THE Governor of the Bank of England has warned further interest rate rises may be needed to stop the UK sliding back to the 1970s.
Andrew Bailey said yesterday “if we do too little with interest rates now, we will only have to do more later on. The experience of the 1970s taught us that important lesson.”
Andrew Bailey warned further interest rate rises may be needed to stop the UK sliding back to the 1970s.
Mr Bailey was speaking a day after industry figures showed that food price inflation had hit a record 17 per cent – meaning cash-strapped households are having to spend now spending an even bigger chunk of their squeezed budgets on groceries.
Increasing interest rates makes borrowing on home loans and credit cards more expensive, but it is meant to bring down inflation by encouraging people to save rather than spend.
Overall inflation has started to ease slightly, which had led some traders to bet the Bank would soon stop hiking rates.

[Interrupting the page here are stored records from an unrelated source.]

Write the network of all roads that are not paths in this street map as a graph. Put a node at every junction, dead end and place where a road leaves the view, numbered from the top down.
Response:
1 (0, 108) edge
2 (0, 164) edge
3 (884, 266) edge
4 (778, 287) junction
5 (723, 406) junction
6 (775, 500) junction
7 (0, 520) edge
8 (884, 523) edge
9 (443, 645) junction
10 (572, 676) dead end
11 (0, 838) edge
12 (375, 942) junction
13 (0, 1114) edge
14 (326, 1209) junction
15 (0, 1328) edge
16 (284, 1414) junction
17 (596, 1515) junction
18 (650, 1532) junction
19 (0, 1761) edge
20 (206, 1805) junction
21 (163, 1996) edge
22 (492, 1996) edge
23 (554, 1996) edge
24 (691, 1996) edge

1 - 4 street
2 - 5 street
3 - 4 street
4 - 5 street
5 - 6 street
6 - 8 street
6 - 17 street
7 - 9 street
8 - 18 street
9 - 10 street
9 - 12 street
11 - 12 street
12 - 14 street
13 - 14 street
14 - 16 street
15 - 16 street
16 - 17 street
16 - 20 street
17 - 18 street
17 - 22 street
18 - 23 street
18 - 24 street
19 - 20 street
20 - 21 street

The biggest cause of soaring inflation has been a jump in energy prices since Russia’s invasion of Ukraine, but wholesale prices have fallen sharply since the start of the year.
Mr Bailey yesterday said that “nothing is decided” on the next rate decision, which will be made on 23 March.
“At this stage I would caution against suggesting either that we are done with increasing Bank rate or that we will inevitably do more”, the Governor said in a speech about the cost of living crisis.
The Bank has hiked rates for ten consecutive months, meaning it has jumped from 0.25 per cent to 4 per cent in just over a year.